Ari and Rich are playing a pretty confusing game. Here are the rules of the game:
The game is played with two piles of matches. Initially, the first pile contains N matches and the second one contains M matches.
The players alternate turns; Ari plays first.
On each turn, the current player must choose one pile and remove a positive number of matches (not exceeding the current number of matches on that pile) from it.
It is only allowed to remove X matches from a pile if the number of matches in the other pile divides X.
The player that takes the last match from any pile wins.
It can be proved that as long as both piles are non-empty, there is always at least one valid move, so the game must end by emptying some pile. Both Ari and Rich play optimally. Determine the winner of the game.
Example Input
5
1 1
2 2
1 3
155 47
6 4
Example Output
Ari
Ari
Ari
Ari
Rich
I tried but only first testcase runs rest are all WA.
I am just asking the hint to this problem, not the code. Please help me out.
I got stuck for 3 days still not getting the right logic behind this question.My approach is similar than yours but in the loop i am doing n=n-m(n/m) or m=m-n(m/n) rather than taking mod.Please help
That is kinda the point to having a code challenge, doing the work yourself. Cheating by getting all the answers from others doesn't help you to learn to code.
Because that is the best choice, considering they both play optimally.
If Ari makes the choice to remove 188 and afterwards both of the players continue playing optimally the sequence will be :
Rich will win. However, Ari can't make that mistake, so he will win no matter what.
As I said, there are more possible answers, but I gave you the one with the minimal steps.
Your solution exhibits non-optimal play since you have Rich playing 1,2 when he could have instead played 3,2 and won the game.
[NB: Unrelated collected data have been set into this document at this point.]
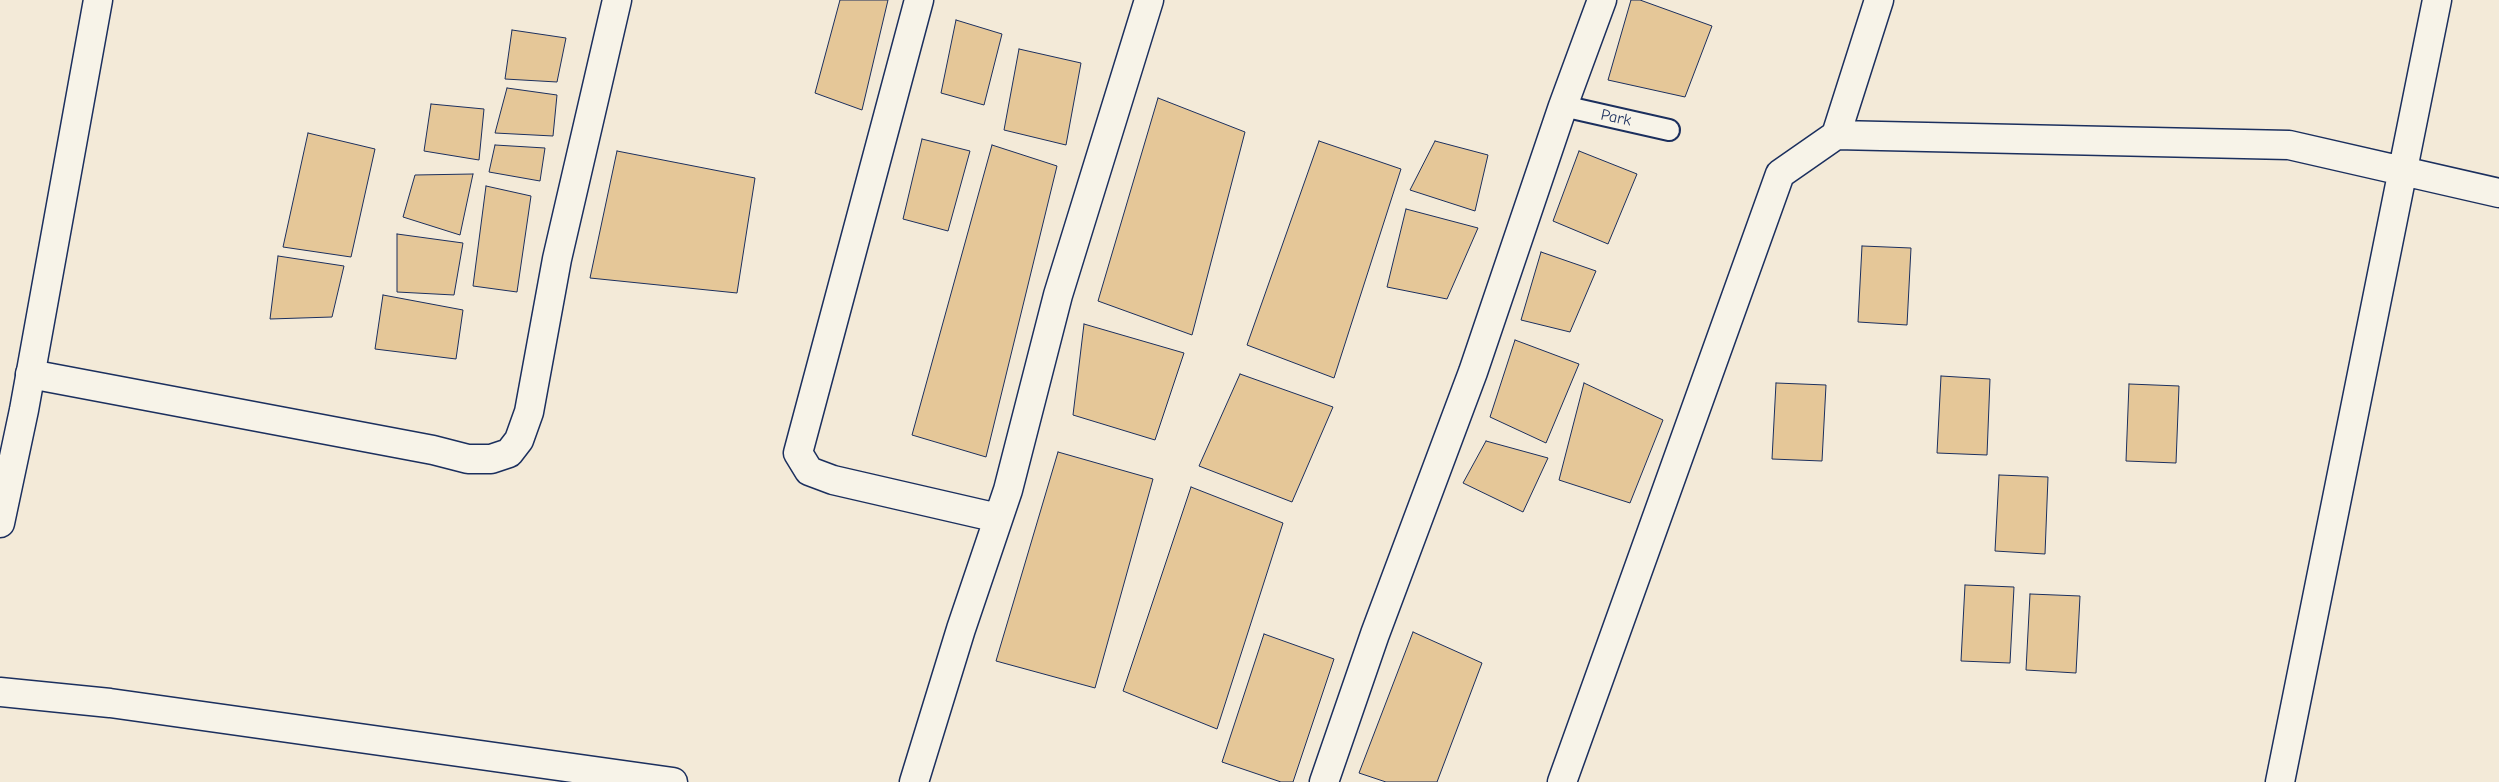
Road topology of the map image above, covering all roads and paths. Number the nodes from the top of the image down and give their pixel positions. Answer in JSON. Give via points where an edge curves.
{"nodes":[{"id":1,"x":98,"y":0,"type":"edge"},
{"id":2,"x":617,"y":0,"type":"edge"},
{"id":3,"x":919,"y":0,"type":"edge"},
{"id":4,"x":1149,"y":0,"type":"edge"},
{"id":5,"x":1602,"y":0,"type":"edge"},
{"id":6,"x":1879,"y":0,"type":"edge"},
{"id":7,"x":2437,"y":0,"type":"edge"},
{"id":8,"x":1563,"y":106,"type":"junction"},
{"id":9,"x":1669,"y":130,"type":"dead end"},
{"id":10,"x":1836,"y":135,"type":"junction"},
{"id":11,"x":2403,"y":171,"type":"junction"},
{"id":12,"x":2499,"y":193,"type":"edge"},
{"id":13,"x":30,"y":374,"type":"junction"},
{"id":14,"x":998,"y":518,"type":"junction"},
{"id":15,"x":0,"y":523,"type":"edge"},
{"id":16,"x":0,"y":692,"type":"edge"},
{"id":17,"x":673,"y":782,"type":"edge"},
{"id":18,"x":914,"y":782,"type":"edge"},
{"id":19,"x":1324,"y":782,"type":"edge"},
{"id":20,"x":1562,"y":782,"type":"edge"},
{"id":21,"x":2280,"y":782,"type":"edge"}],
"edges":[{"from":1,"to":13,"type":"street"},
{"from":2,"to":13,"type":"street","via":[[557,259],[529,412],[519,440],[509,453],[491,459],[468,459]]},
{"from":3,"to":14,"type":"street","via":[[798,453],[809,471],[834,480]]},
{"from":4,"to":14,"type":"street","via":[[1058,295]]},
{"from":5,"to":8,"type":"street"},
{"from":6,"to":10,"type":"street"},
{"from":7,"to":11,"type":"street"},
{"from":8,"to":9,"type":"lane","name":"Park"},
{"from":8,"to":19,"type":"street","via":[[1473,372],[1375,634]]},
{"from":10,"to":11,"type":"street","via":[[2289,146]]},
{"from":10,"to":20,"type":"street","via":[[1780,174]]},
{"from":11,"to":12,"type":"street"},
{"from":11,"to":21,"type":"street"},
{"from":13,"to":15,"type":"street"},
{"from":14,"to":18,"type":"street"},
{"from":16,"to":17,"type":"street","via":[[110,703]]}]}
However, Ari can win by playing a little differently earlier.
197 47
Ari 56 47
Rich 9 47 (forced)
Ari 9 11
Rich 9 2 (forced)
Ari 3 2
Rich 1 2 (forced)
Ari 1 0
/*This is my approach, which is just hitting all the cases... it's giving AC for 1st subtask, but TLE for rest of the cases... can anyone tell me, Am i right in my approach, or should i rewrite the code in different strategy */
#include <bits/stdc++.h>
using namespace std;
#include <bits/stdc++.h>
usingnamespace std;
#define pp long long int
bool do_me(pp n, pp m, bool x)
{
if (n % m == 0)
return x;
if (x == 1) {
if (n / m > 1)
return (do_me(m, n % m, x) | do_me(m, n % m, !x));
return (do_me(m, n % m, !x));
}
if (n / m > 1)
return (do_me(m, n % m, x) & do_me(m, n % m, !x));
return (do_me(m, n % m, !x));
}
int main()
{
// your code goes here
pp t;
cin >> t;
while (t--) {
pp n, m;
cin >> n >> m;
if (do_me(max(n, m), min(n, m), 1))
cout << "Ari" << endl;
else
cout << "Rich" << endl;
}
return 0;
}
> Am i right in my approach, or should i rewrite the code in different strategy
TLE (Time Limit Exceeded) really does mean your approach is wrong.
Codechef problems typically have a simple "brute force" solution which is easy to think of, and passes the smaller test cases, but scales badly to the larger test cases.
Then there is the really smart solution which requires a good deal of thinking on the part of the programmer, long before you get anywhere near opening your IDE and typing "int main".